Written and unwritten rules dictate what is correct, acceptable and ultimately recognised by your peers: it is never entirely clear who sets research agendas for entire disciplines, but ‒ just to be more specific ‒ I feel increasingly stifled by the “trade networks” research framework that has dominated Late Roman pottery studies for the past 40 years now. Invariably, at any dig site, there will be from 1 to 100,000 potsherds from which we should infer that said site was part of the Mediterranean trade network. We are all experts about our “own” material, that is, the finds that we study, and apart from a few genuine gurus most of us have a hard time recognising where one pot was made, what is the exact chronology of one amphora, and so on. But those gurus, as leaders, contribute to setting in stone what should be a temporary convention as to what terminology, chronology and to a larger extent what approach is appropriate. I can hear the drums of impostor syndrome rolling in the back.
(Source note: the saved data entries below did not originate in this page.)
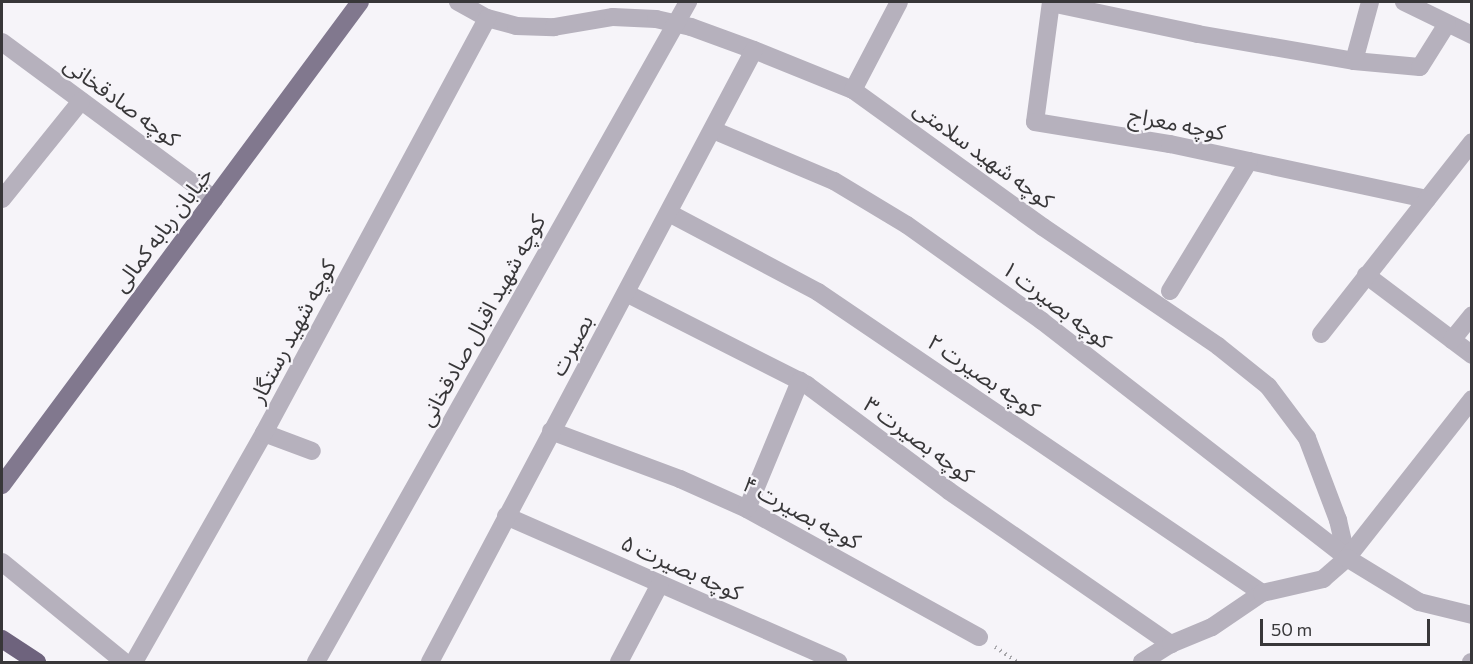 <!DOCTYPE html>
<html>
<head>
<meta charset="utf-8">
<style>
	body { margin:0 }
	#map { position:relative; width:1473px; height:664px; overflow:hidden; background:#f6f4f9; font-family:Commissioner,"Noto Sans Arabic",sans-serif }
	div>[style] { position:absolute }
	.path>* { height:4px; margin-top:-2px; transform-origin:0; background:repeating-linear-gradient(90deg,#a5a4a8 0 1.5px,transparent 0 6px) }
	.minor>* { height:18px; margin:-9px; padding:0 9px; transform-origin:9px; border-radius:9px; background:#b6b1bd }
	.major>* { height:18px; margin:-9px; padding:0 9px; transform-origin:9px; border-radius:9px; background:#81788e }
	.highway>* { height:18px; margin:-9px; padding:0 9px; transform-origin:9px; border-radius:9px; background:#6e637d }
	span { translate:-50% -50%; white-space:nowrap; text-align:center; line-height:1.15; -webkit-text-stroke:4.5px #f6f4f9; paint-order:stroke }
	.street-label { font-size:22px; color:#383739 }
	.frame { position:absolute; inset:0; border:3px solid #383739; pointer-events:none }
	.scale { position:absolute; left:1260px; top:619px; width:170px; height:27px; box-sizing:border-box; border:3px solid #383739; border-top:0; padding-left:8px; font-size:18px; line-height:21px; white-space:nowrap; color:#383739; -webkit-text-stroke:4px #f6f4f9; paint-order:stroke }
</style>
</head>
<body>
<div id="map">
	<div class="path">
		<div style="left:995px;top:647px;width:27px;rotate:34deg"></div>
	</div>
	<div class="minor">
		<div style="left:458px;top:2px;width:33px;rotate:29deg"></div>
		<div style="left:487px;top:18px;width:30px;rotate:15deg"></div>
		<div style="left:516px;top:26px;width:38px;rotate:2deg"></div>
		<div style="left:554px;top:27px;width:60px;rotate:-9.6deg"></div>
		<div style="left:613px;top:17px;width:43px;rotate:2.7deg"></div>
		<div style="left:656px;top:19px;width:36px;rotate:13deg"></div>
		<div style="left:691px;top:27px;width:67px;rotate:20.1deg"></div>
		<div style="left:754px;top:50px;width:107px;rotate:22deg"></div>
		<div style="left:853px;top:90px;width:234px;rotate:35.8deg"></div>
		<div style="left:1043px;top:227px;width:212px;rotate:34.2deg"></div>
		<div style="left:1218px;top:346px;width:64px;rotate:38.7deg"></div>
		<div style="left:1268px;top:386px;width:65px;rotate:53.1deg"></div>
		<div style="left:1307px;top:438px;width:88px;rotate:69.3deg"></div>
		<div style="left:1338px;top:520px;width:39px;rotate:77deg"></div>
		<div style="left:1051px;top:2px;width:121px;rotate:97.6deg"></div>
		<div style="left:1035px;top:122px;width:137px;rotate:9.3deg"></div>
		<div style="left:1170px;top:144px;width:263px;rotate:12.1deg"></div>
		<div style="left:1404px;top:2px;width:76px;rotate:25.9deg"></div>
		<div style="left:1051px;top:3px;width:150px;rotate:11.9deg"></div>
		<div style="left:1198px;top:34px;width:158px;rotate:9.8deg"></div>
		<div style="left:1354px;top:61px;width:66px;rotate:5.2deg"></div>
		<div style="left:1420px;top:67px;width:51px;rotate:-57.9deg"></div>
		<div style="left:2px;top:42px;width:264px;rotate:36.5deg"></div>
		<div style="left:1354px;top:61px;width:61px;rotate:-74.8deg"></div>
		<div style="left:853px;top:90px;width:99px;rotate:-62.4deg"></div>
		<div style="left:713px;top:130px;width:131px;rotate:22.9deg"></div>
		<div style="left:834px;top:181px;width:85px;rotate:31.1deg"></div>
		<div style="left:907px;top:225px;width:166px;rotate:35.4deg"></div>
		<div style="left:1042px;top:321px;width:386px;rotate:37.8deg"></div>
		<div style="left:2px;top:199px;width:126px;rotate:-51.1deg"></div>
		<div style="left:669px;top:213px;width:169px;rotate:27.9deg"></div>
		<div style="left:818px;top:292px;width:536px;rotate:34.13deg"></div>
		<div style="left:1366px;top:275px;width:133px;rotate:37deg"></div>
		<div style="left:1170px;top:291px;width:152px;rotate:-58.7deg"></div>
		<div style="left:626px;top:293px;width:203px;rotate:26.9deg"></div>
		<div style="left:807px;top:385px;width:177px;rotate:36.7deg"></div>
		<div style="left:949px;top:491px;width:270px;rotate:34.6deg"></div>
		<div style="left:1321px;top:334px;width:244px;rotate:-51.8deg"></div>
		<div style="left:1452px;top:340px;width:32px;rotate:-51deg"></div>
		<div style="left:551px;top:431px;width:138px;rotate:20.4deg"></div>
		<div style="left:680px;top:479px;width:73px;rotate:24.1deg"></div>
		<div style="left:747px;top:509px;width:265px;rotate:28.9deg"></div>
		<div style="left:264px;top:433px;width:51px;rotate:20.6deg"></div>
		<div style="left:747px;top:509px;width:139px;rotate:-67.5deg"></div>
		<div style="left:506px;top:516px;width:363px;rotate:23.7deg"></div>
		<div style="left:1347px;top:558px;width:202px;rotate:-51.8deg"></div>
		<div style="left:2px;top:562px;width:158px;rotate:39.3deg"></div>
		<div style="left:134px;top:662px;width:263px;rotate:-60.4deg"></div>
		<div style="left:264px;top:433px;width:471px;rotate:-61.7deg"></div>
		<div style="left:316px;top:662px;width:758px;rotate:-60.59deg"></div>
		<div style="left:430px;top:662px;width:692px;rotate:-62.1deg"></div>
		<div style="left:619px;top:662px;width:88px;rotate:-62.3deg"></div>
		<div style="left:1142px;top:662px;width:34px;rotate:-32deg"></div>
		<div style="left:1171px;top:644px;width:44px;rotate:-22.5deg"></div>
		<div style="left:1212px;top:627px;width:60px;rotate:-34.2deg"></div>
		<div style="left:1262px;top:593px;width:63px;rotate:-12.9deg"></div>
		<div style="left:1323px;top:579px;width:32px;rotate:-41deg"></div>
		<div style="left:1347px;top:558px;width:84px;rotate:31.4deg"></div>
		<div style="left:1419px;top:602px;width:55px;rotate:13.8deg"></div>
		<div style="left:1471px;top:662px;width:1px"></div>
	</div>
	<div class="major">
		<div style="left:2px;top:485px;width:601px;rotate:-53.45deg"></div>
	</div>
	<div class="highway">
		<div style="left:2px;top:639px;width:42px;rotate:33.3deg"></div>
	</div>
	<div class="street-label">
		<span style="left:122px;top:101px;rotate:36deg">کوچه صادقخانی</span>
		<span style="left:1177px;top:123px;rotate:11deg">کوچه معراج</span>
		<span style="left:984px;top:154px;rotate:36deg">کوچه شهید سلامتی</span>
		<span style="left:162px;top:229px;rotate:-53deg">خیابان ربابه کمالی</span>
		<span style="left:1057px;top:304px;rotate:37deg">کوچه بصیرت ۱</span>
		<span style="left:481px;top:320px;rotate:-61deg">کوچه شهید اقبال صادقخانی</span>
		<span style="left:292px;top:331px;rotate:-62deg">کوچه شهید رستگار</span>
		<span style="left:571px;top:345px;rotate:-62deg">بصیرت</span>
		<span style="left:984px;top:375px;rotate:34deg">کوچه بصیرت ۲</span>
		<span style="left:919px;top:439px;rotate:36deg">کوچه بصیرت ۳</span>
		<span style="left:802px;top:512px;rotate:28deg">کوچه بصیرت ۴</span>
		<span style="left:682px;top:567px;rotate:24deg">کوچه بصیرت ۵</span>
	</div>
	<div class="frame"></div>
	<div class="scale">50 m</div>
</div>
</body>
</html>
I don’t want to drown in this sea of small ceramic sherds and imaginary trade networks, rather I really need to spend time understanding why those broken cooking pots ended up exactly where we found them, in a certain room used by a limited number of people, in that stratigraphical position.
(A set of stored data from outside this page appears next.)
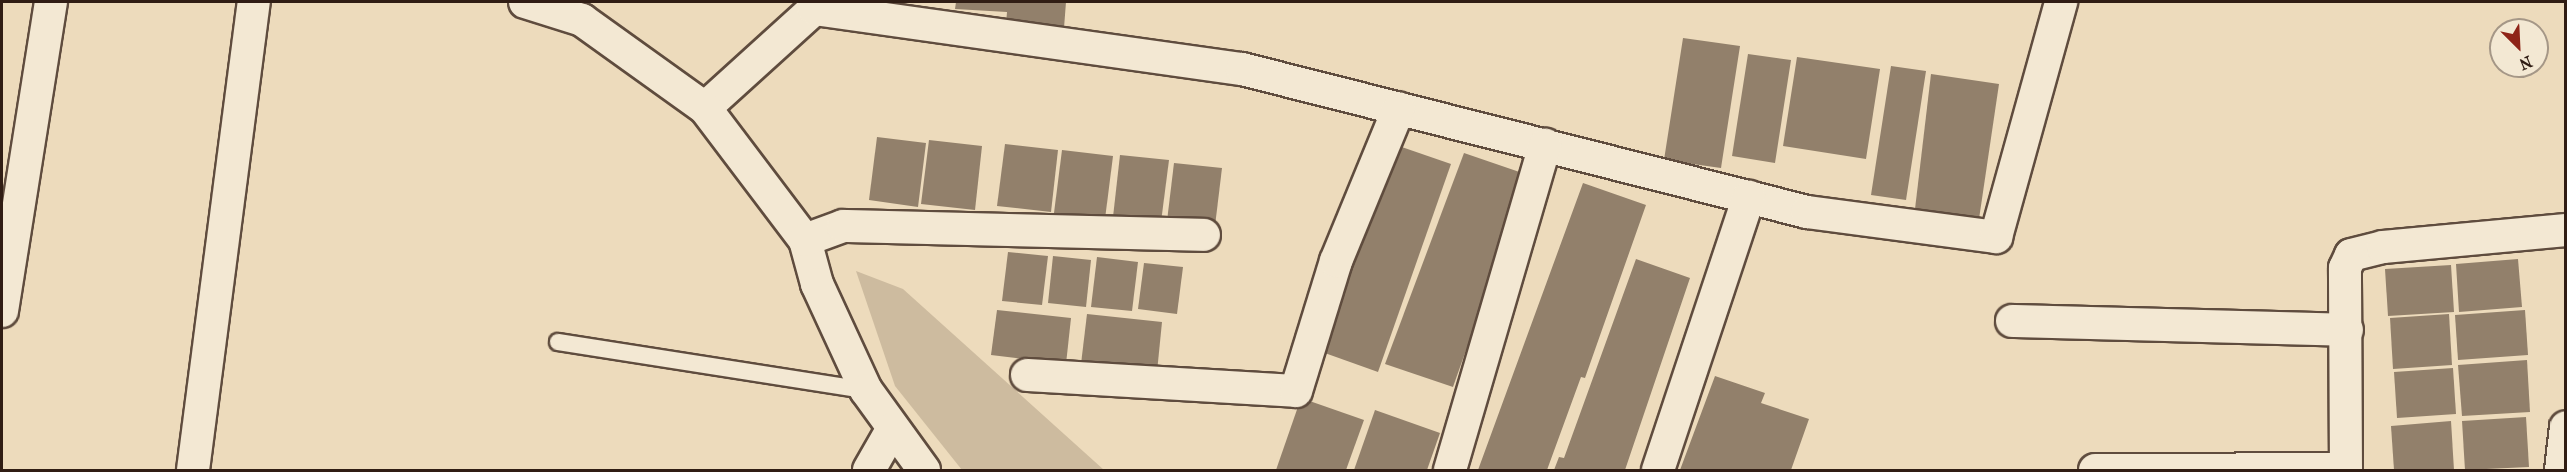 <!DOCTYPE html>
<style>
body{margin:0}
#map{position:relative;width:2567px;height:472px;overflow:hidden;background:#eddbbc;font-family:"IM FELL French Canon",serif}
div>[style]{position:absolute}
.green>*{inset:0;background:#cdbb9f}
.building>*{inset:0;background:#92806b}
.roads{filter:drop-shadow(2px 0 #5f4c3e) drop-shadow(-2px 0 #5f4c3e) drop-shadow(0 2px #5f4c3e) drop-shadow(0 -2px #5f4c3e)}
.lane>*{height:16px;margin:-8px;padding:0 8px;transform-origin:8px;border-radius:8px;background:#f3e8d3}
.street>*{height:32px;margin:-16px;padding:0 16px;transform-origin:16px;border-radius:16px;background:#f3e8d3}
span{translate:-50% -50%;white-space:nowrap;text-align:center;line-height:1.15;-webkit-text-stroke:4.5px #f3e8d3;paint-order:stroke}
.frame{position:absolute;inset:0;border:3px solid #301d14;pointer-events:none}
.north{position:absolute;left:2489px;top:18px;width:60px;height:60px;box-sizing:border-box;background:#f3e8d3;border:2px solid #a59787;border-radius:50%;rotate:156deg;font-size:16px;font-weight:700;line-height:24px;text-align:center;color:#301d14}
.north::after{content:'';display:block;margin:auto;width:21px;height:27px;background:#8f2418;clip-path:polygon(50% 0,100% 100%,50% 72%,0 100%)}
</style>
<div id="map">
<div class="green">
<i style="clip-path:polygon(856px 271px,903px 289px,1104px 470px,962px 470px,895px 386px)"></i>
</div>
<div class="building">
<i style="clip-path:polygon(956px 2px,1066px 2px,1064px 28px,1006px 24px,1007px 12px,955px 9px)"></i>
<i style="clip-path:polygon(1683px 38px,1740px 46px,1721px 168px,1664px 160px)"></i>
<i style="clip-path:polygon(1748px 54px,1791px 60px,1775px 163px,1732px 156px)"></i>
<i style="clip-path:polygon(1797px 57px,1880px 69px,1866px 159px,1783px 146px)"></i>
<i style="clip-path:polygon(1891px 66px,1926px 71px,1906px 200px,1871px 195px)"></i>
<i style="clip-path:polygon(1931px 74px,1999px 84px,1979px 219px,1915px 209px)"></i>
<i style="clip-path:polygon(877px 137px,926px 143px,918px 207px,869px 200px)"></i>
<i style="clip-path:polygon(929px 140px,982px 146px,975px 210px,921px 204px)"></i>
<i style="clip-path:polygon(1005px 144px,1058px 150px,1051px 212px,997px 206px)"></i>
<i style="clip-path:polygon(1393px 144px,1451px 164px,1378px 372px,1322px 352px)"></i>
<i style="clip-path:polygon(1062px 150px,1113px 156px,1105px 219px,1054px 213px)"></i>
<i style="clip-path:polygon(1464px 153px,1528px 175px,1453px 387px,1385px 364px)"></i>
<i style="clip-path:polygon(1120px 155px,1169px 160px,1161px 222px,1113px 217px)"></i>
<i style="clip-path:polygon(1174px 163px,1222px 168px,1215px 226px,1167px 221px)"></i>
<i style="clip-path:polygon(1583px 183px,1646px 205px,1585px 378px,1581px 377px,1547px 470px,1478px 470px)"></i>
<i style="clip-path:polygon(1008px 252px,1048px 256px,1042px 305px,1002px 301px)"></i>
<i style="clip-path:polygon(1053px 256px,1091px 260px,1086px 307px,1048px 303px)"></i>
<i style="clip-path:polygon(1097px 257px,1138px 262px,1132px 311px,1091px 307px)"></i>
<i style="clip-path:polygon(1636px 259px,1690px 278px,1625px 470px,1554px 470px,1559px 457px,1564px 458px)"></i>
<i style="clip-path:polygon(2518px 259px,2522px 307px,2459px 312px,2456px 264px)"></i>
<i style="clip-path:polygon(1144px 263px,1183px 267px,1177px 314px,1138px 309px)"></i>
<i style="clip-path:polygon(2451px 265px,2454px 312px,2388px 316px,2385px 269px)"></i>
<i style="clip-path:polygon(997px 310px,1071px 318px,1066px 364px,991px 355px)"></i>
<i style="clip-path:polygon(2525px 310px,2528px 355px,2458px 360px,2455px 315px)"></i>
<i style="clip-path:polygon(1087px 314px,1162px 322px,1157px 372px,1081px 364px)"></i>
<i style="clip-path:polygon(2449px 314px,2452px 365px,2393px 369px,2390px 318px)"></i>
<i style="clip-path:polygon(2527px 360px,2530px 412px,2462px 416px,2458px 365px)"></i>
<i style="clip-path:polygon(2453px 368px,2456px 414px,2397px 418px,2394px 372px)"></i>
<i style="clip-path:polygon(1715px 376px,1765px 393px,1761px 403px,1809px 419px,1791px 470px,1680px 470px)"></i>
<i style="clip-path:polygon(1301px 398px,1364px 420px,1346px 470px,1276px 470px)"></i>
<i style="clip-path:polygon(1375px 410px,1440px 433px,1427px 470px,1354px 470px)"></i>
<i style="clip-path:polygon(2526px 417px,2529px 467px,2465px 470px,2462px 421px)"></i>
<i style="clip-path:polygon(2451px 421px,2454px 470px,2394px 470px,2391px 426px)"></i>
</div>
<div class="roads">
<div class="lane">
<i style="left:558px;top:342px;width:312px;rotate:8.9deg"></i>
</div>
<div class="street">
<i style="left:525px;top:2px;width:60px;rotate:17.5deg"></i>
<i style="left:582px;top:20px;width:151px;rotate:35.6deg"></i>
<i style="left:705px;top:108px;width:147px;rotate:-42.2deg"></i>
<i style="left:814px;top:9px;width:7px;rotate:-82deg"></i>
<i style="left:814px;top:9px;width:432px;rotate:8deg"></i>
<i style="left:1242px;top:69px;width:583px;rotate:14.2deg"></i>
<i style="left:1807px;top:212px;width:191px;rotate:7.5deg"></i>
<i style="left:1996px;top:237px;width:244px;rotate:-74.5deg"></i>
<i style="left:705px;top:108px;width:166px;rotate:52.9deg"></i>
<i style="left:805px;top:240px;width:46px;rotate:74.7deg"></i>
<i style="left:817px;top:284px;width:117px;rotate:65.2deg"></i>
<i style="left:866px;top:390px;width:99px;rotate:54.1deg"></i>
<i style="left:805px;top:240px;width:40px;rotate:-20.2deg"></i>
<i style="left:843px;top:226px;width:361px;rotate:1.4deg"></i>
<i style="left:2px;top:311px;width:313px;rotate:-81deg"></i>
<i style="left:2012px;top:321px;width:335px;rotate:1.5deg"></i>
<i style="left:1027px;top:375px;width:269px;rotate:3.4deg"></i>
<i style="left:1296px;top:391px;width:136px;rotate:-72.9deg"></i>
<i style="left:1336px;top:261px;width:165px;rotate:-67.6deg"></i>
<i style="left:193px;top:470px;width:472px;rotate:-82.6deg"></i>
<i style="left:869px;top:470px;width:48px;rotate:-60.3deg"></i>
<i style="left:1450px;top:470px;width:339px;rotate:-73.7deg"></i>
<i style="left:1658px;top:470px;width:288px;rotate:-71.6deg"></i>
<i style="left:2095px;top:470px;width:251px;rotate:-0.2deg"></i>
<i style="left:2346px;top:470px;width:202px;rotate:-90.3deg"></i>
<i style="left:2345px;top:268px;width:14px;rotate:-65deg"></i>
<i style="left:2351px;top:255px;width:33px;rotate:-14deg"></i>
<i style="left:2383px;top:247px;width:184px;rotate:-5.3deg"></i>
<i style="left:2561px;top:470px;width:43px;rotate:-83.4deg"></i>
</div>
</div>
<div class="frame"></div>
<div class="north">N</div>
</div>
At the same time, I’m depressingly frustrated by how mechanical and repetitive the identification of ceramic finds can be: look at shape, compare with known corpora, look at fabric, compare with more or less known corpora. If any, look at decoration, lather, rinse, repeat. My other self, the one writing open source computer programs, wonders if all of this could not be done by a mildly intelligent algorithm, liberating thousands of human neurons for more creative research. But this is heresy. We collectively do our research and dissemination as we are told, with sometimes ridiculously detailed guidelines for the preparation of digital illustrations that end up printed either on paper or on PDF (which is the same thing). Our collective knowledge is the result of a lot of work that we need to respect, acknowledge, study and pass on to the next generation.

At the end of the obligations telling you how to study your material, how to publish it, and ultimately how to think about it, you could just be happy and let yourself comfortably drown into the next grant application. Don’t do that. Do more. Follow your crazy idea and sail the winds of Mediterranean archaeology.